— WORK TO BE COMPLETED —
Gather all lines with "image" from the records.
- Opening Delimiter -
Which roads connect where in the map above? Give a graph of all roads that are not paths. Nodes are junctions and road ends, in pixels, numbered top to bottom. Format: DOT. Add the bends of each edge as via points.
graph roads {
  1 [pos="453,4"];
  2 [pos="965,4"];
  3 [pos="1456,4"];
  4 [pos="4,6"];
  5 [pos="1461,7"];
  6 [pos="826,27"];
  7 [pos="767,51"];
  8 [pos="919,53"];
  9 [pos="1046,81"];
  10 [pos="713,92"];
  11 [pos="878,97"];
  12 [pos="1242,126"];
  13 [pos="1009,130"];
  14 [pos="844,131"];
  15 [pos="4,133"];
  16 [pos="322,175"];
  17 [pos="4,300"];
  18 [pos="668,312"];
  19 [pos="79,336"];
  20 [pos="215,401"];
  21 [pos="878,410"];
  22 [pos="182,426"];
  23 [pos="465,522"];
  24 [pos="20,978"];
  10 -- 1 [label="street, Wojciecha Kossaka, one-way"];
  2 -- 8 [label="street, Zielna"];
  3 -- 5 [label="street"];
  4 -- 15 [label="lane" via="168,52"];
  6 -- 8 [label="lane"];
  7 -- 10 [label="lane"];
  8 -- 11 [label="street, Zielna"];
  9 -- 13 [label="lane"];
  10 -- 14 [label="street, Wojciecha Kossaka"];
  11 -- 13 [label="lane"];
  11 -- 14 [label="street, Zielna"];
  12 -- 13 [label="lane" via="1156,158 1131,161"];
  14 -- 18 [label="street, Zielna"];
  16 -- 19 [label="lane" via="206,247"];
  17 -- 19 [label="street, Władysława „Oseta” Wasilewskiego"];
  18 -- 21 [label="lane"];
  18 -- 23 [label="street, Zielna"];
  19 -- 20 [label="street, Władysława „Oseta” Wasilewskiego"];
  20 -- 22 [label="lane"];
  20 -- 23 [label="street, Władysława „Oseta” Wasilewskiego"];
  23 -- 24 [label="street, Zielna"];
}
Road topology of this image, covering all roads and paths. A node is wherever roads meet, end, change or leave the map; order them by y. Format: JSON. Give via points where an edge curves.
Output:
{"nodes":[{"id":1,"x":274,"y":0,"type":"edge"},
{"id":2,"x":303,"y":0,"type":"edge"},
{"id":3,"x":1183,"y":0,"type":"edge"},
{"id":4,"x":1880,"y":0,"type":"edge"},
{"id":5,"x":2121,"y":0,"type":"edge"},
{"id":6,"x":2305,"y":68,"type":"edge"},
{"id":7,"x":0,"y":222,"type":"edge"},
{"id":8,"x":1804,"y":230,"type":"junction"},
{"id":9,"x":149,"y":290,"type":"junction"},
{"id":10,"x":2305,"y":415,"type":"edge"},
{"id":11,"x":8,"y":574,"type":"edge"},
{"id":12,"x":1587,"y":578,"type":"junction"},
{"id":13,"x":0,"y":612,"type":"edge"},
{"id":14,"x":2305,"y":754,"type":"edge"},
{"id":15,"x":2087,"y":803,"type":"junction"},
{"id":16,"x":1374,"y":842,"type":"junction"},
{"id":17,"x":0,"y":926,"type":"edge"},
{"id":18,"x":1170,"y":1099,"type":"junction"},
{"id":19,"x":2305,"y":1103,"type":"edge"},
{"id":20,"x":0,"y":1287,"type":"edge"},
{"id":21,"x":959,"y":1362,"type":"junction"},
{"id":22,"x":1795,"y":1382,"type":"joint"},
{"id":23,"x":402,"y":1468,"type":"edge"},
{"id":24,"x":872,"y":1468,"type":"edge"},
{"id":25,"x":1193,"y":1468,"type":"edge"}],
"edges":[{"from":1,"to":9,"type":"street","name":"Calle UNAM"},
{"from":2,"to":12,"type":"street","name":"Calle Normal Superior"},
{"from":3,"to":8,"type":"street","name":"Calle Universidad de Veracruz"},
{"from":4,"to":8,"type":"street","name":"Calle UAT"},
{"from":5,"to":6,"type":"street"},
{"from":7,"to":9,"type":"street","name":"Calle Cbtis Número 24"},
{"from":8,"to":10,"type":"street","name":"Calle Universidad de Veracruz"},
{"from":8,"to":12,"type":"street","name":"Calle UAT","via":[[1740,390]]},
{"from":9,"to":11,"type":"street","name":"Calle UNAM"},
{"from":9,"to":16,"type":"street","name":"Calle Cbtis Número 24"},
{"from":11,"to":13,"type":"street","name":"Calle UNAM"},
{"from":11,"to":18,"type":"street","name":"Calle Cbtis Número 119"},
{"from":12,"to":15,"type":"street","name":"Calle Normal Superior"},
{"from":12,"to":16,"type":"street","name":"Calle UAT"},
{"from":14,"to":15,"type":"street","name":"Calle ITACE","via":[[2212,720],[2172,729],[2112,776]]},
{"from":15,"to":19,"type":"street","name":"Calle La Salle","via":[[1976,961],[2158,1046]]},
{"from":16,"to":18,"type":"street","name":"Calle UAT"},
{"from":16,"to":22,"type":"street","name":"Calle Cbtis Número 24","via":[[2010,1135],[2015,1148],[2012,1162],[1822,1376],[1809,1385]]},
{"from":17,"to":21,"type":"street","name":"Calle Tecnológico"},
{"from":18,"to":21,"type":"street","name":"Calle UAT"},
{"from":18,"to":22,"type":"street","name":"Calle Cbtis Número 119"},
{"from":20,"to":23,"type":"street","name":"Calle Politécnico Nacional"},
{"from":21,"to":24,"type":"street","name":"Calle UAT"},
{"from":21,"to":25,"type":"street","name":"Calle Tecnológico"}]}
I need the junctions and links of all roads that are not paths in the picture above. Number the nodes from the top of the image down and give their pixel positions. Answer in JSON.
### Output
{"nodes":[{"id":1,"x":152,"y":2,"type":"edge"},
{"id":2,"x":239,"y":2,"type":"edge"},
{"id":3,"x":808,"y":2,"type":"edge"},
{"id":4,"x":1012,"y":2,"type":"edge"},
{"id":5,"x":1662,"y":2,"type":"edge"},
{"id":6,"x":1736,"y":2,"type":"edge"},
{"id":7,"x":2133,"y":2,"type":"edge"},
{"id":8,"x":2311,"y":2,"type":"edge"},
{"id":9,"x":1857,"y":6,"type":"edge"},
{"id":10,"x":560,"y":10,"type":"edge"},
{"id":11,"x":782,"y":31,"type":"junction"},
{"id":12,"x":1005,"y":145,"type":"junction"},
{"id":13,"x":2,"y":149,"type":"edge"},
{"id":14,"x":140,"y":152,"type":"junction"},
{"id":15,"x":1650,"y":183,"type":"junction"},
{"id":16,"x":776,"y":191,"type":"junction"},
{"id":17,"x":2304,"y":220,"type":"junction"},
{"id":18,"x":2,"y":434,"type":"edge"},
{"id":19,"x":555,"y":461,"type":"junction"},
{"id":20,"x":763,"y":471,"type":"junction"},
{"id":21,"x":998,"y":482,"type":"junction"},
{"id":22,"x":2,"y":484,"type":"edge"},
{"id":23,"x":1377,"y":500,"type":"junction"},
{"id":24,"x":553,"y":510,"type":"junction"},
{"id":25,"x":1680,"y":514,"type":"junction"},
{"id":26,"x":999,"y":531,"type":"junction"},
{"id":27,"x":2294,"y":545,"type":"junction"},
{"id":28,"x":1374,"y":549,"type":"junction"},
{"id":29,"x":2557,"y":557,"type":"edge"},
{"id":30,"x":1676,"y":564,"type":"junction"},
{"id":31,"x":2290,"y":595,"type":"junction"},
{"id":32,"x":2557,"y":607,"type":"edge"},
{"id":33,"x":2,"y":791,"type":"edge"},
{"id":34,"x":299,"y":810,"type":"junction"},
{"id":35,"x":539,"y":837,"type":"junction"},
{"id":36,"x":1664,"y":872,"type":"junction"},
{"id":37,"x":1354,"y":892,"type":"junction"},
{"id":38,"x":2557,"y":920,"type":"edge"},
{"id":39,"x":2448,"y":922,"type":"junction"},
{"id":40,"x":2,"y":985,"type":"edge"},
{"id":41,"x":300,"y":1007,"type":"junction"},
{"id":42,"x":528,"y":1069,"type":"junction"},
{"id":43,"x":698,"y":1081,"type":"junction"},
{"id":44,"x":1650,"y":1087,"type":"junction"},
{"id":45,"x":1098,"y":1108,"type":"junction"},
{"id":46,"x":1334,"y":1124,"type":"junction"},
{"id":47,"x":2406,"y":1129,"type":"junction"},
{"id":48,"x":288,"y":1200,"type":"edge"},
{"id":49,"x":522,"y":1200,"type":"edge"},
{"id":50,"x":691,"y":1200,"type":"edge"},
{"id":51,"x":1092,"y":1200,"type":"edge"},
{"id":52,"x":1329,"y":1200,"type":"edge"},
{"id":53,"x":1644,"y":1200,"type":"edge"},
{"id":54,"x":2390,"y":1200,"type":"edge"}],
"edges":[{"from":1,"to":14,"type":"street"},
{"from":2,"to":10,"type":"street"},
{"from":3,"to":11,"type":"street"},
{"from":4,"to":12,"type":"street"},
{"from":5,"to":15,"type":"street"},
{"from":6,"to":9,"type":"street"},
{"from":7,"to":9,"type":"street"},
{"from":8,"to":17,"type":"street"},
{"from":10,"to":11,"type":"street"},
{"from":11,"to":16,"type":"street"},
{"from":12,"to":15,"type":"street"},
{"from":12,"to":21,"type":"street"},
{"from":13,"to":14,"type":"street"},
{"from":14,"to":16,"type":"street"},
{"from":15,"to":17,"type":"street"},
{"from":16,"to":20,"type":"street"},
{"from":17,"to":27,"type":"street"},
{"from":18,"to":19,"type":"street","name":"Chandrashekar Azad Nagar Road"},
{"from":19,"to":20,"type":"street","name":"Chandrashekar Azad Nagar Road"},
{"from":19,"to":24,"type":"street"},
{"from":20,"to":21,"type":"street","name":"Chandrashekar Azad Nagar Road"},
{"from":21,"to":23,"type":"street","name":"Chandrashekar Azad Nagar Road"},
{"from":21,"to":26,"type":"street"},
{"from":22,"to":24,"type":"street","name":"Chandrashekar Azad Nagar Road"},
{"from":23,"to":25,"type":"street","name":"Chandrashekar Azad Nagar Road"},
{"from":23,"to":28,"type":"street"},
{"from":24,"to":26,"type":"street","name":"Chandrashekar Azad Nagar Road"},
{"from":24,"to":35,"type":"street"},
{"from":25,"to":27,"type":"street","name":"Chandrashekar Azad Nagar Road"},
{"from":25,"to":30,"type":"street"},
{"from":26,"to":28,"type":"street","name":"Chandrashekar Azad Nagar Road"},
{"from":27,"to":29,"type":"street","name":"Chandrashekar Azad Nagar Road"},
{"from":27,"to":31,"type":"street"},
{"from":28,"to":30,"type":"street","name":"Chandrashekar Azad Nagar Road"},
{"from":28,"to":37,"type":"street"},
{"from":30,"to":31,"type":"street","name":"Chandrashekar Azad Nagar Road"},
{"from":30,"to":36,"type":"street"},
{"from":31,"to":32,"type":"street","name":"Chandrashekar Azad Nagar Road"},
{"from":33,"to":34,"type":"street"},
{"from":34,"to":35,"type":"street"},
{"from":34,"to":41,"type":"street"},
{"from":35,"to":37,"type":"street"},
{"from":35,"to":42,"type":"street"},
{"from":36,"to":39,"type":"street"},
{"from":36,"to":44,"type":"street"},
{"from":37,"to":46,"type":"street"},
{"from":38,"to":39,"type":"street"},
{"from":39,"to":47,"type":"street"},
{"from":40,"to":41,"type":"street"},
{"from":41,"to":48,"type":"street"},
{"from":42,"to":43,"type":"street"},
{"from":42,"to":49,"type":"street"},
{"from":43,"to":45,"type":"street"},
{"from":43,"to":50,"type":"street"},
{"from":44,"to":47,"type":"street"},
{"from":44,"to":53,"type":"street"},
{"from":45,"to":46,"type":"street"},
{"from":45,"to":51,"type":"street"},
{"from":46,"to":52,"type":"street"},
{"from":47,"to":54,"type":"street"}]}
- Closing Delimiter -
— SOLUTION TO THIS PROBLEM —
Road topology of this image, covering all roads and paths. A node is wherever roads meet, end, change or leave the map; order them by y. Format: JSON. Give via points where an edge curves.
I need the junctions and links of all roads that are not paths in the picture above. Number the nodes from the top of the image down and give their pixel positions. Answer in JSON.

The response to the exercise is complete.